One could explain the inactivity of the Muslims with respect to the Kingdom of Asturias by the fact that Silo's reign coincided with the intervention of Charlemagne in Spain in 778. Charlemagne could not maintain the siege of Zaragoza and had to retire by way of Roncesvalles, suffering a great defeat there, and the subsequent campaign of Abd-al-Rahman I in 781 into the Ebro Valley in revenge against those who had been favorably disposed toward the French invasion.

Conversely, within the Kingdom of Asturias, during Silo's reign Galicia rebelled for the second time, having done so before during the reign of Fruela I. The chronicles do not elucidate the motives for the rebellion. The rebel army faced Silo's troops in the Battle of Montecubeiro in what is now the Province of Lugo, where he defeated them, ending the rebellion.

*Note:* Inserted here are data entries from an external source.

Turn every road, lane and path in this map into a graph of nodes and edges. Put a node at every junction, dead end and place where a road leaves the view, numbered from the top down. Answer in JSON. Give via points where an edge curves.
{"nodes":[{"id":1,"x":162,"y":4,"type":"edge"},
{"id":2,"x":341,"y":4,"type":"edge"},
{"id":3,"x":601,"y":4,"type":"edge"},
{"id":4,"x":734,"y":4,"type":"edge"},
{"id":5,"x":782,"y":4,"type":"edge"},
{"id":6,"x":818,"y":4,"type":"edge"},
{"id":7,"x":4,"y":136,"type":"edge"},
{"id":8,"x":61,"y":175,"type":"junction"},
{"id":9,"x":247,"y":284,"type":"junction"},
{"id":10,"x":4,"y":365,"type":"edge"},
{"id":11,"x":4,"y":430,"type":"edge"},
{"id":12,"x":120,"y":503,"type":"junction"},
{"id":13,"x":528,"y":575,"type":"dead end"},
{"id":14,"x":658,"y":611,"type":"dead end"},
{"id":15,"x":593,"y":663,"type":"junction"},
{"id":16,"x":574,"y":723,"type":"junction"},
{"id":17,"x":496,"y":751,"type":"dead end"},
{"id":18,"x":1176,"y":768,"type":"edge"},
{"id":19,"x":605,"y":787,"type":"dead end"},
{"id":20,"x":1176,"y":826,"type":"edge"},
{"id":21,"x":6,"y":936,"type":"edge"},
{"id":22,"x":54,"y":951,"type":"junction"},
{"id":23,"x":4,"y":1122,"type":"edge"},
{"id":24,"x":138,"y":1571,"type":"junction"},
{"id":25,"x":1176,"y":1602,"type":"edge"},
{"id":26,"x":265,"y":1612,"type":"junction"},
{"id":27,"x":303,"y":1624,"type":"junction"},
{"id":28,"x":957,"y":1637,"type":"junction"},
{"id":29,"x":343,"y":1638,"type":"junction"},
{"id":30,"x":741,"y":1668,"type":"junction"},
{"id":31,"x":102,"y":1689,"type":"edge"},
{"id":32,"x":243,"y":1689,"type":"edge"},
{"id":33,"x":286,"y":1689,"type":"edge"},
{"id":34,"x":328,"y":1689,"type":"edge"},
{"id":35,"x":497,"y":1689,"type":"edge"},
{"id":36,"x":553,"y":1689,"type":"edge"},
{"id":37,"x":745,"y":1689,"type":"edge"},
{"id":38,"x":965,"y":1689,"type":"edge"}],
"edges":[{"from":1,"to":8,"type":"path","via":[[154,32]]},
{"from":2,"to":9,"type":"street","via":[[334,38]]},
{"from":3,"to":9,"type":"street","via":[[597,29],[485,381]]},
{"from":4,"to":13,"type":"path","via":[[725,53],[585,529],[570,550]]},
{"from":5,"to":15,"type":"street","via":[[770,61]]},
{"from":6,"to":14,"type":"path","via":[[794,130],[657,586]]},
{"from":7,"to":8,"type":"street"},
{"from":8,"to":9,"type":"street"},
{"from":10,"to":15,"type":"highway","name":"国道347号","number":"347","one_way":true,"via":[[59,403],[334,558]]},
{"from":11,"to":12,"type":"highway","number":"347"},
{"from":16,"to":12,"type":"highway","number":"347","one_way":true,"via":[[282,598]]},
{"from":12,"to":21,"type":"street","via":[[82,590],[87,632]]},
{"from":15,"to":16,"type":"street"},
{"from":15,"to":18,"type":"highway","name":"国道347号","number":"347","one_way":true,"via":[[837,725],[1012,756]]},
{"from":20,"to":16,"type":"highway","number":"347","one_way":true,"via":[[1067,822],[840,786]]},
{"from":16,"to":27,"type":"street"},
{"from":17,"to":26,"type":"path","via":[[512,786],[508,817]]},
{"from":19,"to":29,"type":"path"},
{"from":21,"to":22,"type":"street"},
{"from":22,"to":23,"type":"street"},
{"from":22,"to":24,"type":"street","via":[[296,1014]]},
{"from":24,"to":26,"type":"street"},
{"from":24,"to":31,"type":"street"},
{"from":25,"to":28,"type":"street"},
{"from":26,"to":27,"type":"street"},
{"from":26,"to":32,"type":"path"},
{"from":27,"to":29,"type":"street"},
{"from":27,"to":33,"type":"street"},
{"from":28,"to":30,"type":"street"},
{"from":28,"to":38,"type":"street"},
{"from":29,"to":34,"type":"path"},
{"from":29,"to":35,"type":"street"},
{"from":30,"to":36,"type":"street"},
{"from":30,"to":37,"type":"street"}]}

The oldest known medieval written document in the Iberian Peninsula dates from Silo's reign. The Diploma del Rei Don Sílo (Diploma of King Silo) dates from 23 August 775. In this contractual document of donation "pro anima" ("for the sake of the soul"), Silo granted particular properties in the village of Tabulata (now Trabada) in Lucis (Lugo) to a group of monks, with the intention that they would found a monastery.

=== Moving the court to Pravia ===
Upon ascending to the throne, Silo moved the capital from Cangas de Onís to Pravia, the region in which he was a local magnate, a landed aristocrat. The new capital had the strategic advantage that Pravia, an ancient Roman settlement, was located in the valley of the Nalón River along the Roman road to Asturica Augusta, now Astorga. Furthermore, once Silo extended the frontiers of the realm to Galicia, Cangas de Onís was now quite far from the center of his kingdom.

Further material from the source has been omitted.